As an influx of veterans leave the battlefield, many are returning with severe traumatic brain injuries (TBI), a common result of blast injuries and other blunt force trauma.

TBI, which often results in lifelong disability and even death, affects as many as 1.7 million Americans per year. Assistant professor in the department of emergency medicine Dr. Mark Saks and fellow researchers from Drexel University College of Medicine are helping to lead a clinical trial that aims to secure a safe way to ease the symptoms of the condition.
The clinical trial, known as ProTECT III, is sponsored by the National Institutes of Health and is based at Emory University. The trial’s main focus is the effects of the hormone progesterone on patients with moderate to severe TBI.

Though commonly known as a female sex hormone, progesterone is present in varied amounts in both men and women—and it may have an effect on central nervous system functions.
Multiple animal studies have shown progesterone to reduce the effects of TBI, and two pilot studies have shown that the hormone may reduce mortality and brain damage in humans if given soon after TBI occurs. Progesterone has a long history of safe use in men and women, and Saks and his colleagues are learning it may help make the difference between patients being condemned to a future of round-the-clock care or only needing minimal assistance.

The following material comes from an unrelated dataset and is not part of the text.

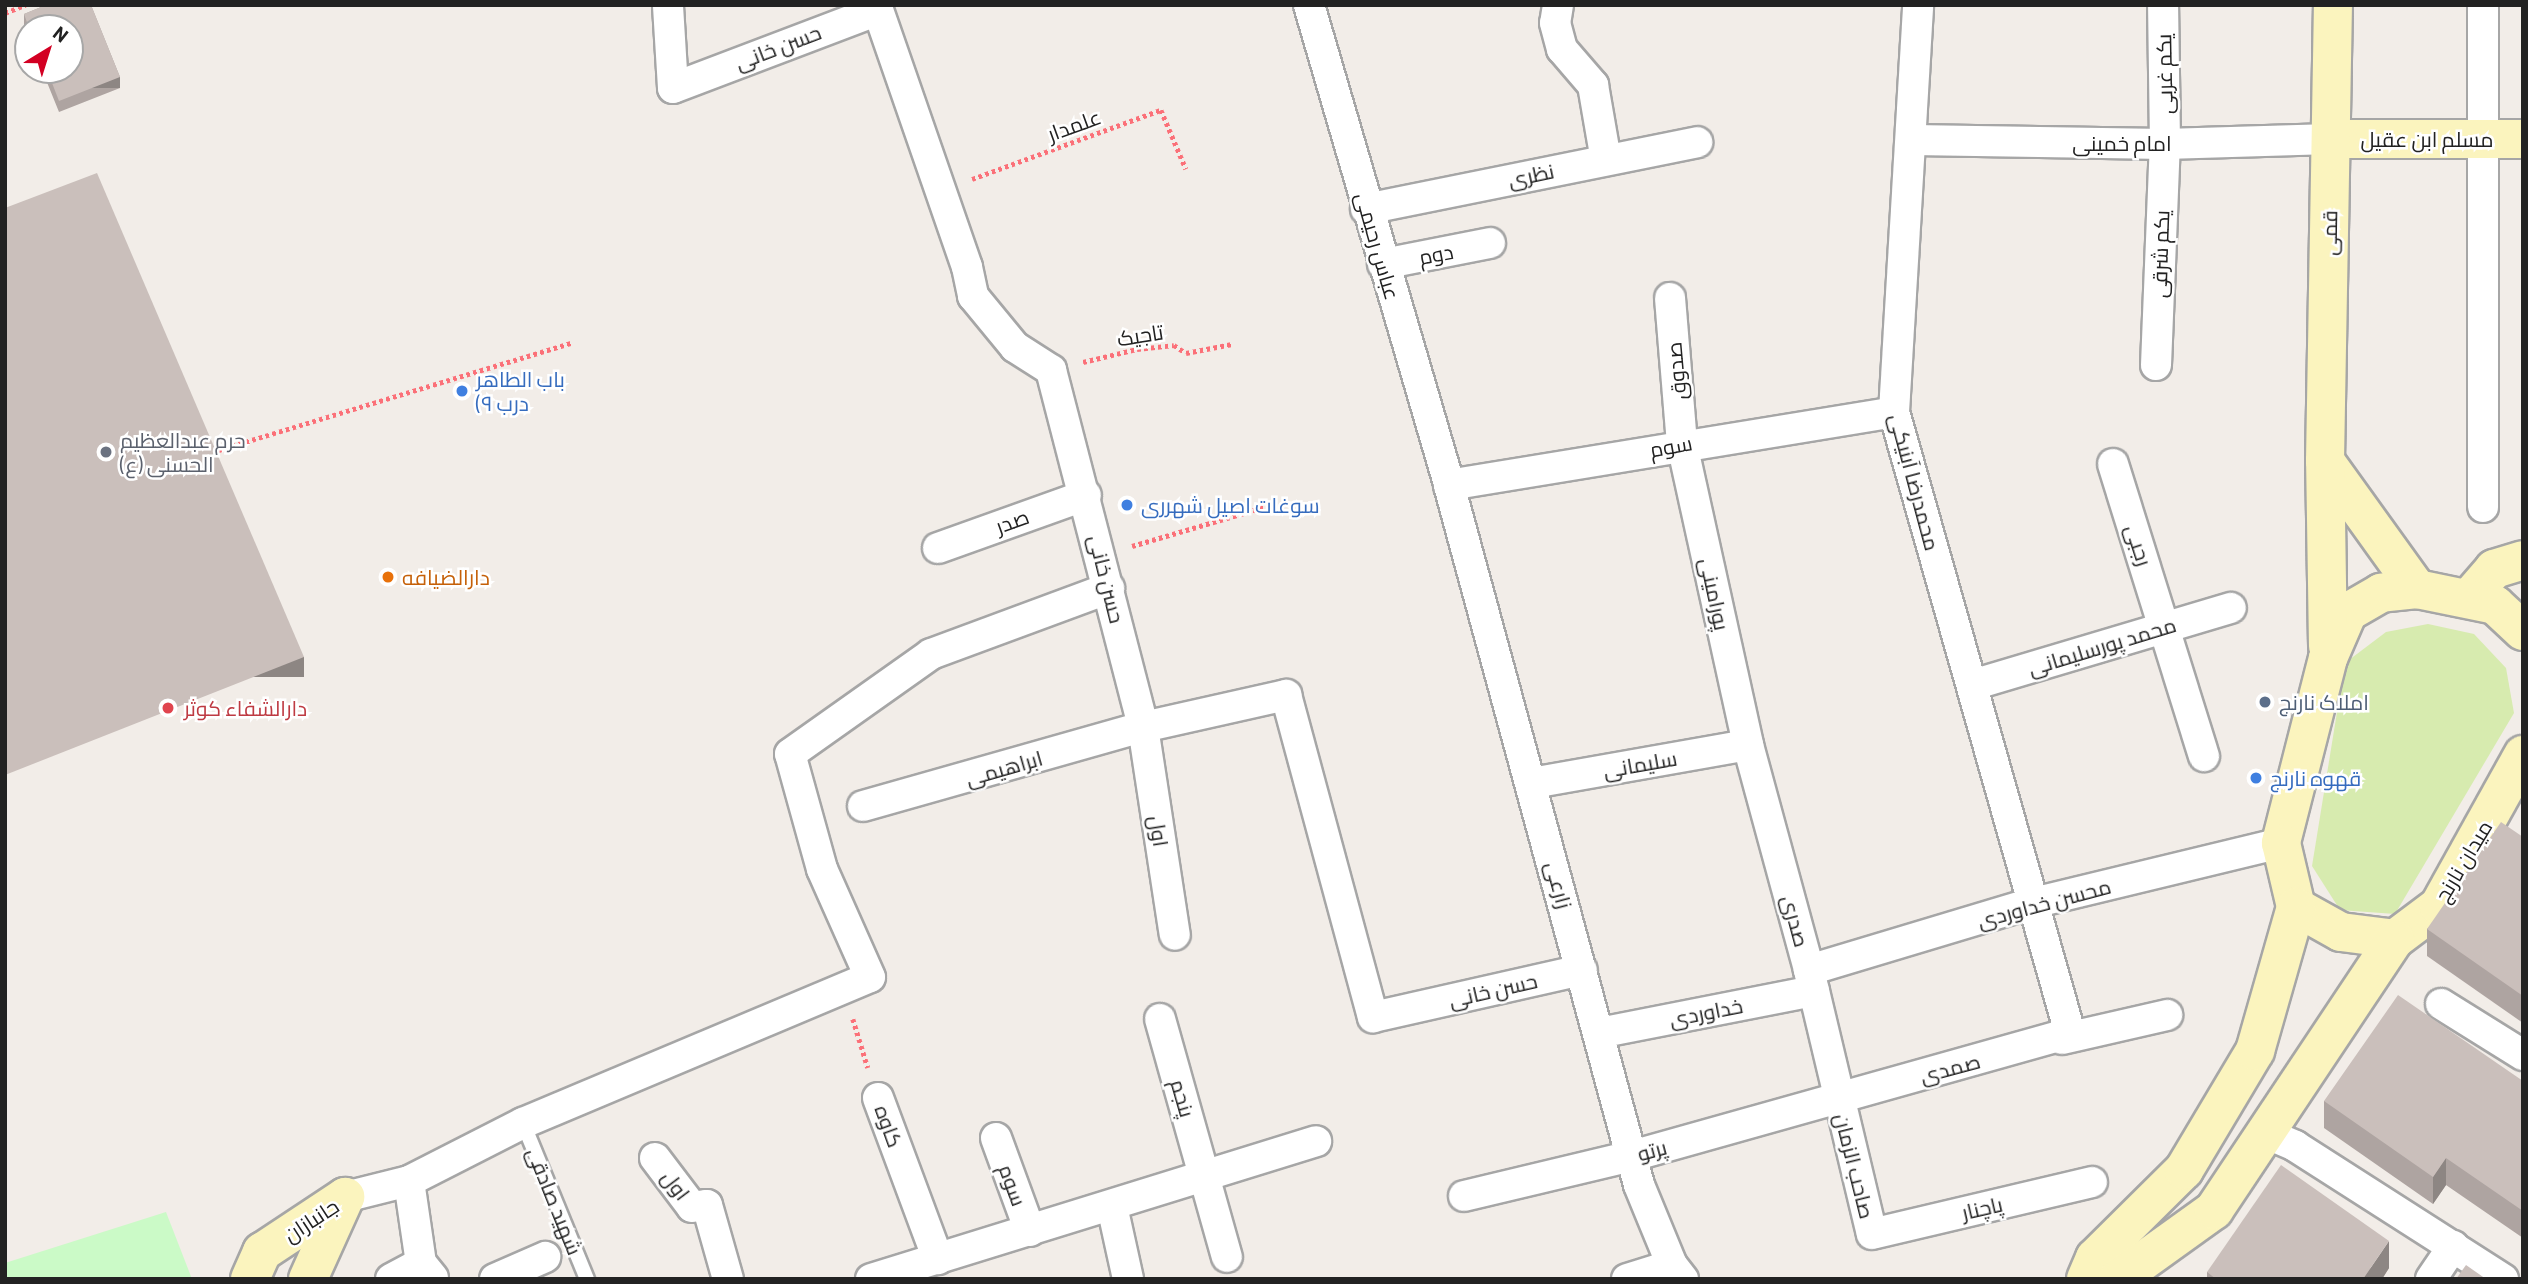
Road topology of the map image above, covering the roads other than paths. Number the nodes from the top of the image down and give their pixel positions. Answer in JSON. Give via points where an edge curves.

But not all TBI patients can qualify for the study. With the help of the emergency team, Saks and Dr. Romy Nocera, clinical research director for Drexel Emergency Medicine, screen potential patients for the study when they enter the Charles C. Wolferth Trauma Center at Hahnemann University Hospital.

To be included, the patient must be unconscious and likely to have suffered serious—anywhere between 4 and 12 on the neurological standard Glasgow Coma Scale—but survivable injuries. The brain injury must be “closed,” or caused by movement of the brain within the skull. Penetrating injuries, such as bullet wounds, do not qualify. Finally, the protocol requires treatment to begin within four hours of the injury, when it may still be possible to prevent secondary damage.

Once a patient is selected for the study, he or she will receive intravenous progesterone or a placebo. The treatment is given continuously for 72 hours, and then tapers off over the course of 24 hours. The study is double-blind, so the study team does not know whether or not the patient is receiving the drug or the placebo. Treatment is followed with monthly follow-up calls from Nocera, and the patient returns for an extensive assessment by a neuropsychiatric tester who is not part of the study.

The leading causes of TBI include falls, traffic accidents, assaults and being struck by objects. Every year, 52,000 people will die from TBI complications, and as many as 275,000 will be hospitalized. Nationally, 59 percent of patients suffering from TBI are male.